I like myself cathy. But the women want exciting guys who talk alot and i am disabled and can't talk.
I never wanted an exciting guy! I just want your average guy. I actually don't think guys that are made of muscle are attractive. Ones with a little bit of meat on their bones is good looking. Bald guys are really sexy to me. My husband's got a full head of hair and I know he's never going to loose it. My husband talks a ton and it drives me crazy. I don't think he even knows how to not talk! Usually a guy who is very smart will always correct you about things, and I don't want a guy telling me what I'm doing wrong all the time.
If I just went by what I consider a perfect guy then I'd probably still be looking.
Can you physically 'not talk' or do you just have problems talking to other people?
If you can talk then get out there and start talking to people. If you're at a store and see someone picking food off the shelf at a store ask them if it's something good because you've never had it. If you have eaten it before tell them that you like it.
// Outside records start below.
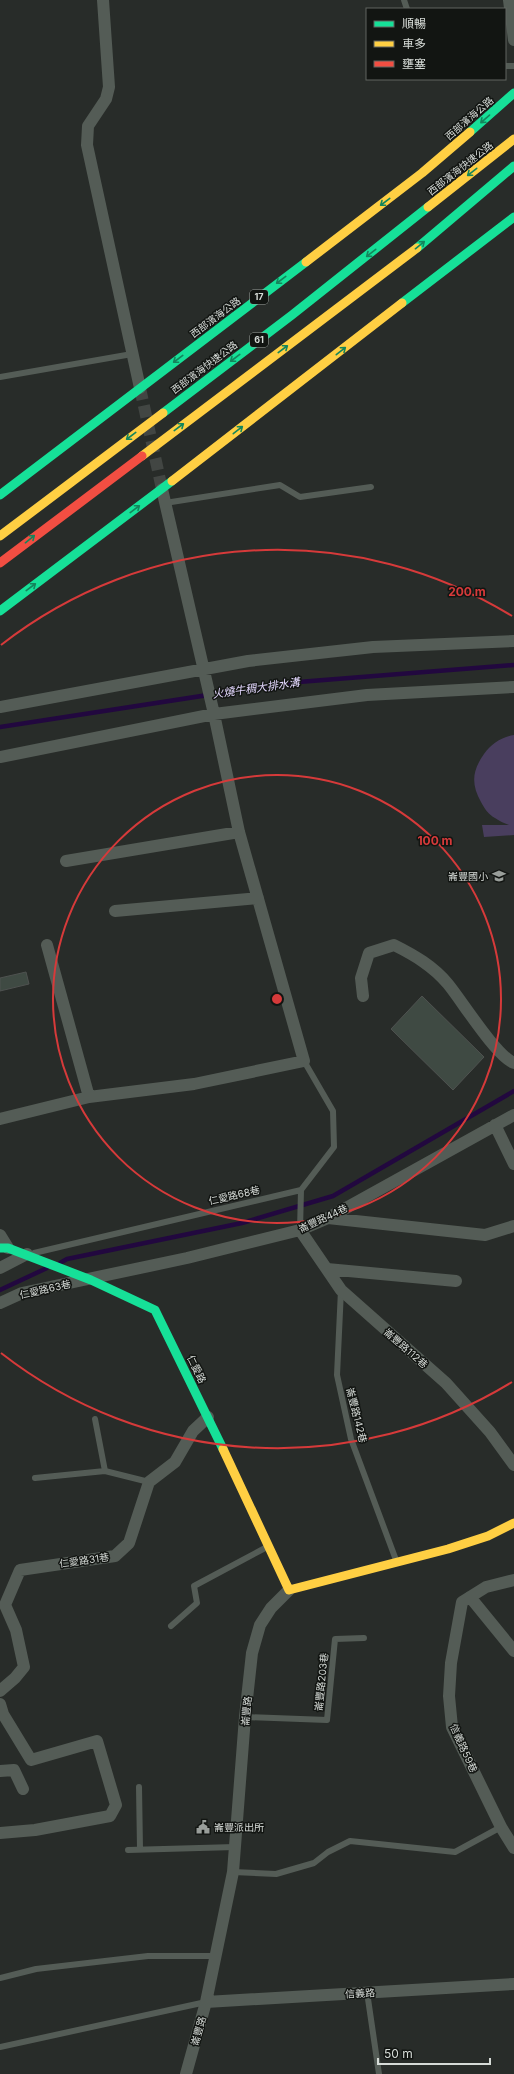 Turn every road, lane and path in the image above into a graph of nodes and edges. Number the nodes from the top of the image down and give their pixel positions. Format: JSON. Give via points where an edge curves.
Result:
{"nodes":[{"id":1,"x":103,"y":0,"type":"edge"},
{"id":2,"x":509,"y":0,"type":"edge"},
{"id":3,"x":514,"y":40,"type":"edge"},
{"id":4,"x":514,"y":93,"type":"edge"},
{"id":5,"x":514,"y":139,"type":"edge"},
{"id":6,"x":514,"y":166,"type":"edge"},
{"id":7,"x":514,"y":217,"type":"edge"},
{"id":8,"x":132,"y":354,"type":"junction"},
{"id":9,"x":0,"y":377,"type":"edge"},
{"id":10,"x":140,"y":388,"type":"junction"},
{"id":11,"x":371,"y":487,"type":"dead end"},
{"id":12,"x":162,"y":489,"type":"junction"},
{"id":13,"x":0,"y":495,"type":"edge"},
{"id":14,"x":165,"y":503,"type":"junction"},
{"id":15,"x":0,"y":536,"type":"edge"},
{"id":16,"x":0,"y":563,"type":"edge"},
{"id":17,"x":0,"y":611,"type":"edge"},
{"id":18,"x":514,"y":641,"type":"edge"},
{"id":19,"x":203,"y":668,"type":"junction"},
{"id":20,"x":514,"y":687,"type":"edge"},
{"id":21,"x":0,"y":707,"type":"edge"},
{"id":22,"x":214,"y":714,"type":"junction"},
{"id":23,"x":0,"y":757,"type":"edge"},
{"id":24,"x":239,"y":832,"type":"junction"},
{"id":25,"x":66,"y":861,"type":"dead end"},
{"id":26,"x":258,"y":898,"type":"junction"},
{"id":27,"x":115,"y":911,"type":"dead end"},
{"id":28,"x":47,"y":945,"type":"dead end"},
{"id":29,"x":363,"y":996,"type":"dead end"},
{"id":30,"x":304,"y":1061,"type":"junction"},
{"id":31,"x":514,"y":1063,"type":"edge"},
{"id":32,"x":89,"y":1097,"type":"junction"},
{"id":33,"x":514,"y":1115,"type":"edge"},
{"id":34,"x":0,"y":1119,"type":"edge"},
{"id":35,"x":495,"y":1125,"type":"junction"},
{"id":36,"x":514,"y":1164,"type":"edge"},
{"id":37,"x":301,"y":1190,"type":"junction"},
{"id":38,"x":328,"y":1218,"type":"junction"},
{"id":39,"x":514,"y":1226,"type":"edge"},
{"id":40,"x":300,"y":1230,"type":"junction"},
{"id":41,"x":0,"y":1235,"type":"edge"},
{"id":42,"x":4,"y":1248,"type":"edge"},
{"id":43,"x":27,"y":1254,"type":"junction"},
{"id":44,"x":0,"y":1268,"type":"edge"},
{"id":45,"x":326,"y":1269,"type":"junction"},
{"id":46,"x":91,"y":1280,"type":"junction"},
{"id":47,"x":456,"y":1281,"type":"dead end"},
{"id":48,"x":341,"y":1290,"type":"junction"},
{"id":49,"x":0,"y":1303,"type":"edge"},
{"id":50,"x":208,"y":1417,"type":"junction"},
{"id":51,"x":95,"y":1419,"type":"dead end"},
{"id":52,"x":514,"y":1465,"type":"edge"},
{"id":53,"x":105,"y":1471,"type":"junction"},
{"id":54,"x":35,"y":1478,"type":"dead end"},
{"id":55,"x":149,"y":1482,"type":"junction"},
{"id":56,"x":514,"y":1524,"type":"edge"},
{"id":57,"x":268,"y":1546,"type":"junction"},
{"id":58,"x":397,"y":1562,"type":"junction"},
{"id":59,"x":514,"y":1580,"type":"edge"},
{"id":60,"x":289,"y":1590,"type":"junction"},
{"id":61,"x":470,"y":1597,"type":"junction"},
{"id":62,"x":171,"y":1626,"type":"dead end"},
{"id":63,"x":364,"y":1638,"type":"dead end"},
{"id":64,"x":514,"y":1651,"type":"edge"},
{"id":65,"x":0,"y":1691,"type":"edge"},
{"id":66,"x":1,"y":1711,"type":"edge"},
{"id":67,"x":245,"y":1716,"type":"junction"},
{"id":68,"x":0,"y":1771,"type":"edge"},
{"id":69,"x":139,"y":1787,"type":"dead end"},
{"id":70,"x":23,"y":1789,"type":"dead end"},
{"id":71,"x":501,"y":1827,"type":"junction"},
{"id":72,"x":0,"y":1833,"type":"edge"},
{"id":73,"x":235,"y":1847,"type":"junction"},
{"id":74,"x":514,"y":1848,"type":"edge"},
{"id":75,"x":140,"y":1849,"type":"junction"},
{"id":76,"x":128,"y":1850,"type":"dead end"},
{"id":77,"x":233,"y":1872,"type":"junction"},
{"id":78,"x":217,"y":1956,"type":"junction"},
{"id":79,"x":0,"y":1978,"type":"edge"},
{"id":80,"x":514,"y":1984,"type":"edge"},
{"id":81,"x":367,"y":1992,"type":"junction"},
{"id":82,"x":206,"y":2002,"type":"junction"},
{"id":83,"x":0,"y":2047,"type":"edge"},
{"id":84,"x":186,"y":2074,"type":"edge"},
{"id":85,"x":379,"y":2074,"type":"edge"}],
"edges":[{"from":1,"to":8,"type":"street","via":[[109,87],[106,99],[88,126],[87,145]]},
{"from":2,"to":3,"type":"street"},
{"from":4,"to":10,"type":"main road","name":"西部濱海公路","number":"17","one_way":true,"via":[[422,174]]},
{"from":5,"to":15,"type":"main road","name":"西部濱海快速公路","number":"61","one_way":true,"via":[[292,315]]},
{"from":16,"to":6,"type":"main road","number":"61","one_way":true,"via":[[418,247]]},
{"from":12,"to":7,"type":"main road","one_way":true},
{"from":8,"to":9,"type":"lane"},
{"from":8,"to":10,"type":"street"},
{"from":10,"to":13,"type":"main road","name":"西部濱海公路","number":"17"},
{"from":11,"to":14,"type":"lane","via":[[300,497],[280,485]]},
{"from":12,"to":14,"type":"street"},
{"from":17,"to":12,"type":"main road","one_way":true},
{"from":14,"to":19,"type":"street"},
{"from":18,"to":19,"type":"street","via":[[373,647]]},
{"from":19,"to":21,"type":"street"},
{"from":19,"to":22,"type":"street"},
{"from":20,"to":22,"type":"street","via":[[367,695]]},
{"from":22,"to":23,"type":"street"},
{"from":22,"to":24,"type":"street"},
{"from":24,"to":25,"type":"street"},
{"from":24,"to":26,"type":"street"},
{"from":26,"to":27,"type":"street"},
{"from":26,"to":30,"type":"street"},
{"from":28,"to":32,"type":"street"},
{"from":29,"to":31,"type":"street","via":[[361,978],[369,953],[394,945],[421,958],[447,983],[494,1045]]},
{"from":30,"to":32,"type":"street","via":[[194,1084]]},
{"from":30,"to":37,"type":"lane","via":[[333,1111],[334,1147]]},
{"from":32,"to":34,"type":"street"},
{"from":33,"to":35,"type":"street","name":"崙豐路44巷"},
{"from":35,"to":36,"type":"street"},
{"from":35,"to":38,"type":"street","name":"崙豐路44巷"},
{"from":37,"to":40,"type":"lane"},
{"from":37,"to":43,"type":"lane","name":"仁愛路68巷"},
{"from":38,"to":39,"type":"street","via":[[485,1235]]},
{"from":38,"to":40,"type":"street","name":"崙豐路44巷"},
{"from":40,"to":45,"type":"street","name":"崙豐路112巷"},
{"from":40,"to":46,"type":"street","name":"崙豐路44巷"},
{"from":41,"to":42,"type":"street"},
{"from":42,"to":43,"type":"main road","name":"仁愛路"},
{"from":43,"to":44,"type":"street"},
{"from":43,"to":46,"type":"main road","name":"仁愛路"},
{"from":45,"to":47,"type":"street"},
{"from":45,"to":48,"type":"street","name":"崙豐路112巷"},
{"from":46,"to":49,"type":"street","name":"仁愛路63巷","via":[[22,1293]]},
{"from":46,"to":50,"type":"main road","name":"仁愛路","via":[[155,1310]]},
{"from":48,"to":52,"type":"street","name":"崙豐路112巷","via":[[446,1383],[490,1432]]},
{"from":48,"to":58,"type":"lane","name":"崙豐路142巷","via":[[337,1375],[351,1439]]},
{"from":50,"to":55,"type":"street","via":[[192,1432],[174,1462]]},
{"from":50,"to":57,"type":"main road","name":"仁愛路"},
{"from":51,"to":53,"type":"lane"},
{"from":53,"to":54,"type":"lane"},
{"from":53,"to":55,"type":"lane"},
{"from":55,"to":65,"type":"street","name":"仁愛路31巷","via":[[129,1543],[115,1556],[20,1570],[4,1605],[16,1630],[24,1667]]},
{"from":56,"to":58,"type":"main road","via":[[488,1536],[448,1549]]},
{"from":57,"to":60,"type":"main road","name":"仁愛路"},
{"from":57,"to":62,"type":"lane","via":[[194,1586],[197,1603]]},
{"from":58,"to":60,"type":"main road"},
{"from":59,"to":61,"type":"street","via":[[486,1587]]},
{"from":60,"to":67,"type":"street","name":"崙豐路","via":[[271,1608],[260,1625],[252,1653]]},
{"from":61,"to":64,"type":"street"},
{"from":61,"to":71,"type":"street","name":"信義路59巷","via":[[462,1602],[451,1663],[449,1696],[452,1726]]},
{"from":63,"to":67,"type":"lane","name":"崙豐路203巷","via":[[336,1640],[327,1720]]},
{"from":66,"to":72,"type":"street","via":[[31,1760],[97,1741],[116,1805],[110,1816],[35,1830]]},
{"from":67,"to":73,"type":"street","name":"崙豐路"},
{"from":68,"to":70,"type":"street","via":[[14,1770]]},
{"from":69,"to":75,"type":"lane"},
{"from":71,"to":74,"type":"street","name":"信義路59巷"},
{"from":71,"to":77,"type":"lane","via":[[455,1852],[350,1840],[314,1863],[276,1874]]},
{"from":73,"to":75,"type":"lane"},
{"from":73,"to":77,"type":"street","name":"崙豐路"},
{"from":75,"to":76,"type":"lane"},
{"from":77,"to":78,"type":"street","name":"崙豐路"},
{"from":78,"to":79,"type":"lane","via":[[148,1956],[36,1969]]},
{"from":78,"to":82,"type":"street","name":"崙豐路"},
{"from":80,"to":81,"type":"street","name":"信義路"},
{"from":81,"to":82,"type":"street","name":"信義路"},
{"from":81,"to":85,"type":"lane"},
{"from":82,"to":83,"type":"lane"},
{"from":82,"to":84,"type":"street","name":"崙豐路"}]}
If someone has a shirt on with a sports team ask them how the team did that year or that you like that team. If the shirt has a bands name on it ask them something about them, like what type of music they play or if you know the band then bring up a discussion about it.
If you're at some sort of restaurant, even if it's McDonalds, listen to what the person in front of you orders then say something about it. Tell them that you've never tried it and want to know if it's good or if you have tried it then tell them that you like it. I'll be at an actual sit down and eat restaurant where you have a waiter and ask them what they would suggest to eat. When I do that the waiter will usually talk to me a good bit while I'm there, asking me if I like what I ordered and telling me what I should try next time I come in.
If there's a coffee shop around you, even if you don't drink coffee because they have several different types of drinks, that's a good place to start conversations. Ask someone if they've tried a certain drink that you see on the menu and ask if it's any good.
Sure people may not want to have a conversation with you, it happens to me, but get out there and keep doing it.
I met my husband when I was out once. I heard him mention a band that I like and we started talking about them. We found out that there was something that we had in common.
Stop calling yourself 'disabled'. You make it sound like you are strapped to a wheel chair drooling on yourself. If you consider yourself 'disabled' because you have epilepsy that's fine but if you keep TELLING YOURSELF you as disabled as you describe then you are only going to get worse and worse.
And yes there are so many people who have given you advice about all the problems you have. Do you even want addvice or do you just want us to feel sorry for you? Do you even bother to read them or do you just start other threads going on and on about how many problems you have in your life? Most of the threads you start even deal with the same topic so you must not be reading anyone's replies. You just want to keep telling and thinking that you have problems and not try to change.